Monday, March 12, 2012

Worm farming

We have had a worm farm for quite a lot of years now.  Kitchen scraps are divided between the chickens, the worms and the compost bins. Luckily they have different tastes, and different outputs.

Today I fed my worms and collected the liquid castings that are known as black gold, the best natural fertiliser for your plants.

The farm doesn't take up much space, doesn't smell and needs very little attention. The rewards however are huge. As the worms process the scraps you feed them, they produce castings. The solid castings remain in the farm until you separate them from the worms. The finest castings form a liquid, like a thin mud, and fall through to the bottom layer of the farm. I used to have a lot of problems with forms falling into the liquid and drowning but have solved the problem by placing a piece of fine mesh flyscreen at the bottom of the box they live in.

Today I collected the liquid castings, or as a friend calls them, wiggle juice. This I keep in a plastic container for future use. This wonderful fertiliser is very strong so needs to be diluted to a weak tea before use.
I noticed that the worms had been eating the hessian sack that keeps the farm moist but hadn't eaten all the vegie and fruit peelings. This usually means the farm needs more carbon matter which is easily fixed by adding some shredded paper.
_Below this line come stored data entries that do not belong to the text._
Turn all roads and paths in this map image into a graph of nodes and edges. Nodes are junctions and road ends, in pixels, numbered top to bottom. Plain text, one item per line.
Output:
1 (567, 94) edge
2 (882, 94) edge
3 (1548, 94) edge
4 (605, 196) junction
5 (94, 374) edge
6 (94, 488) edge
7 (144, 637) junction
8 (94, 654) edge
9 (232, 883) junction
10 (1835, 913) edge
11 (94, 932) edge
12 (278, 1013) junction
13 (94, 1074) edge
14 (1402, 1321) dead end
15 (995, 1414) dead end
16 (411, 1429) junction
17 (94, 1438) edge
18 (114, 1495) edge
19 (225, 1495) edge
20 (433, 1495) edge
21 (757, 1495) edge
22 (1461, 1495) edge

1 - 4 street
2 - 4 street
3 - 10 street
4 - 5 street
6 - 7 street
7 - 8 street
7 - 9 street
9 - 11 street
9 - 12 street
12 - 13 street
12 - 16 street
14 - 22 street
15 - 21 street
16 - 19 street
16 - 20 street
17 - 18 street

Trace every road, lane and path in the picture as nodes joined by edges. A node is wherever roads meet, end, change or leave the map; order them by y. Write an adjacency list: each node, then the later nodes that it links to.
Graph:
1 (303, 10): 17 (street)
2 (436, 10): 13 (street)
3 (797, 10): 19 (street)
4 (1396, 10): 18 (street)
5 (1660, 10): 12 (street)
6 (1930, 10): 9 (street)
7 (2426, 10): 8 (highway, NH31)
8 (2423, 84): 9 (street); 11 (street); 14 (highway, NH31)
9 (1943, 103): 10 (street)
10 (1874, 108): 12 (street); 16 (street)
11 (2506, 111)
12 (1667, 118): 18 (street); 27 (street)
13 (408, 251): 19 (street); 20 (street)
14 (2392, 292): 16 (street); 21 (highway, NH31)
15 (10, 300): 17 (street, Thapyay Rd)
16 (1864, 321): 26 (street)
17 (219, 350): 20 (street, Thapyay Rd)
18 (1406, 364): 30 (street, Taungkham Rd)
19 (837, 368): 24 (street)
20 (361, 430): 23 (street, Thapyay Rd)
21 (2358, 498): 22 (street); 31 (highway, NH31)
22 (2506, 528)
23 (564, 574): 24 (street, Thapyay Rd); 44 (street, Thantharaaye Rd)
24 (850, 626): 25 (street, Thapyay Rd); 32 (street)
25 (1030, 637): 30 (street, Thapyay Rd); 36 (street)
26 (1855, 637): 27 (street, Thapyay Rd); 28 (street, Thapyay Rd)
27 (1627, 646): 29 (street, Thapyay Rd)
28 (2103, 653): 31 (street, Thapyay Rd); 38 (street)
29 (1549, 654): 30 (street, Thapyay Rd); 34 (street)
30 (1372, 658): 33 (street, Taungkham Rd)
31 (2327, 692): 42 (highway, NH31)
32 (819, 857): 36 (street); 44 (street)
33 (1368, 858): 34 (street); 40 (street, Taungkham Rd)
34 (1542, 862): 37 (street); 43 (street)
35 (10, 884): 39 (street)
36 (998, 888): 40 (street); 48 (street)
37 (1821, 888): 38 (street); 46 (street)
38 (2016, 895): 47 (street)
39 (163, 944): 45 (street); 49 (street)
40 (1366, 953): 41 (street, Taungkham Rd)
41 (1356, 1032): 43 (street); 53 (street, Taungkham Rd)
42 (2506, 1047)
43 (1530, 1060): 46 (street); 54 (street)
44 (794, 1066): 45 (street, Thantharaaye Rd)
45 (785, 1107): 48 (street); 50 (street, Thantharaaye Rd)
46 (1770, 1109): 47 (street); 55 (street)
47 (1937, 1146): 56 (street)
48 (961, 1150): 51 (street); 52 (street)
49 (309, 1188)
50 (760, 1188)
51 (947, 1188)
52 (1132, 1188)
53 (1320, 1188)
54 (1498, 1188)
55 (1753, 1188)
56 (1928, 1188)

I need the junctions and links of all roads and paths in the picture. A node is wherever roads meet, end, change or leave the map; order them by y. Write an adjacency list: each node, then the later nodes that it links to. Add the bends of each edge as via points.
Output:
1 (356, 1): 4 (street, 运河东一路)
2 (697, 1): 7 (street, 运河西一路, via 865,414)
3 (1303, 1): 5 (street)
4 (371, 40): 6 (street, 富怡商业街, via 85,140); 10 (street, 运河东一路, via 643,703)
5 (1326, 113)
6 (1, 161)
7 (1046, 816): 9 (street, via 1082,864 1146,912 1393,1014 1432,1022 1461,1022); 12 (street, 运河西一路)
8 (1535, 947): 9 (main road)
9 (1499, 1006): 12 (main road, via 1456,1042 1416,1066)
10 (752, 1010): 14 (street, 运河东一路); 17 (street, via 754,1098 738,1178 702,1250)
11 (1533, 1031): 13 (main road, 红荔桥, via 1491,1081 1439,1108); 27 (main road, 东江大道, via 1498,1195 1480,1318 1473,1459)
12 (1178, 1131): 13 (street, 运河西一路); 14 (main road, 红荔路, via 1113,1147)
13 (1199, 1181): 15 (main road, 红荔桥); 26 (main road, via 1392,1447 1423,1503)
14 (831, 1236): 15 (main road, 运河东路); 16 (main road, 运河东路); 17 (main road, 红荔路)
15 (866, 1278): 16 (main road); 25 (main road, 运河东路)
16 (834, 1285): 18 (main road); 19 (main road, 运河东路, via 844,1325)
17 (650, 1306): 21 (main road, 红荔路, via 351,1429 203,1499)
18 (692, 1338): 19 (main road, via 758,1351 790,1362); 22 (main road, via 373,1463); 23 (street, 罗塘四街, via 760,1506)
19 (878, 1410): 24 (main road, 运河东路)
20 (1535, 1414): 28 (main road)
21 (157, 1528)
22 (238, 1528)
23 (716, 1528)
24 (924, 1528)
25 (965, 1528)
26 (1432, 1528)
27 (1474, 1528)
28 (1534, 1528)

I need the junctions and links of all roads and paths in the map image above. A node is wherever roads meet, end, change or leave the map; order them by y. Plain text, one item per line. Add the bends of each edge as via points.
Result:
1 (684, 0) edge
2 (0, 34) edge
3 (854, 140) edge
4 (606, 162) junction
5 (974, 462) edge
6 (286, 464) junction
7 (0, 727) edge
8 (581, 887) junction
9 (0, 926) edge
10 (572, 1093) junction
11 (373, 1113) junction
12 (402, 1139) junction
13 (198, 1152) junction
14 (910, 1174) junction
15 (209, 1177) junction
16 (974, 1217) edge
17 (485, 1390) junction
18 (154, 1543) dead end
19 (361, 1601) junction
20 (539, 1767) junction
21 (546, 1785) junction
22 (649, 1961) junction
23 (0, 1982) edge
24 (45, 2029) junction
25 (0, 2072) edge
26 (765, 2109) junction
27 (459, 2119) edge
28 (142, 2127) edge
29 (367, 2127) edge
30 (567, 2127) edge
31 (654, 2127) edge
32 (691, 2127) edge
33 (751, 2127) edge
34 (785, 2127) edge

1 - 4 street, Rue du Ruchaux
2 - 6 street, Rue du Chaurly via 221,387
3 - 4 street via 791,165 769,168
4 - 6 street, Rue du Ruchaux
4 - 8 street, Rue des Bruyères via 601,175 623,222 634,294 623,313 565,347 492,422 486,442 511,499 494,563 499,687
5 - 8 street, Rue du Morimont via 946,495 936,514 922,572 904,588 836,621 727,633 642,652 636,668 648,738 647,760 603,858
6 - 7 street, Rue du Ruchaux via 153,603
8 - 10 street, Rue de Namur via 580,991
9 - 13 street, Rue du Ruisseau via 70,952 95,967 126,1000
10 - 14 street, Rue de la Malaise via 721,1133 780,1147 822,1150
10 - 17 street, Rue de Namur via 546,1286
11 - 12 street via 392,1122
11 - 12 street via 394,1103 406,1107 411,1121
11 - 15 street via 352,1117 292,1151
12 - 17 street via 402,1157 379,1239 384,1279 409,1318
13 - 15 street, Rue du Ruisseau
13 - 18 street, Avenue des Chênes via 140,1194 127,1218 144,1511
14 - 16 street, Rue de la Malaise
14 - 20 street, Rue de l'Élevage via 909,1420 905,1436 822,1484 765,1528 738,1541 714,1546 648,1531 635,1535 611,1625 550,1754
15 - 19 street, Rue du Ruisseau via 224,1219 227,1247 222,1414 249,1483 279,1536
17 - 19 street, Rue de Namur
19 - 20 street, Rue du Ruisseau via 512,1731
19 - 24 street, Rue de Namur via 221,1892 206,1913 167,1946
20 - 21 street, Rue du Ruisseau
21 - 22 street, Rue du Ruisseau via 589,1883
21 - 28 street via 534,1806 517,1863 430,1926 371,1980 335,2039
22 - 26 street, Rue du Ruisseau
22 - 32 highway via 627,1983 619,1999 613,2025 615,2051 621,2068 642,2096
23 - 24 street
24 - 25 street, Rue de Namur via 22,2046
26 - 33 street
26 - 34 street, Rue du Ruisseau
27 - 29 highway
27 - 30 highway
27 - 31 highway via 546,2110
I gently folded the paper in and added some fresh food in the form of mango skins and some left-over cooked rhubarb. My worms have a sweet tooth. My husband thinks I'm mad but I bring banana skins home from work lunches for them.
Now I have plenty of fertiliser for my fragile vegie seedlings and the worms won't need food for some weeks. Happy worms and a happy garden. A win win situation!


  1. This is great - a worm farm is high on my list. We recently began composting for the first time. Thanks for all the hints.

  2. This is the perfect solution to getting rid of the rest of scraps. I'm amazed at how many things you can't give to the chickens!

  3. Hi Jodie, yes I'm afraid there is nothing much to do with onion and citrus scraps - compost is the only hope.
    Hi Greer, welcome thanks for stopping by. I'm glad you like my post. I have one planned on compost too and how I recycle materials via the chook coop first, so you might like to keep your eye out for that. Cheers

  4. What an excellent post! It sounds like you are doing very well with your worm farming!
    How has your garden and/or plants responded to the compost and worm "tea" that you have provided?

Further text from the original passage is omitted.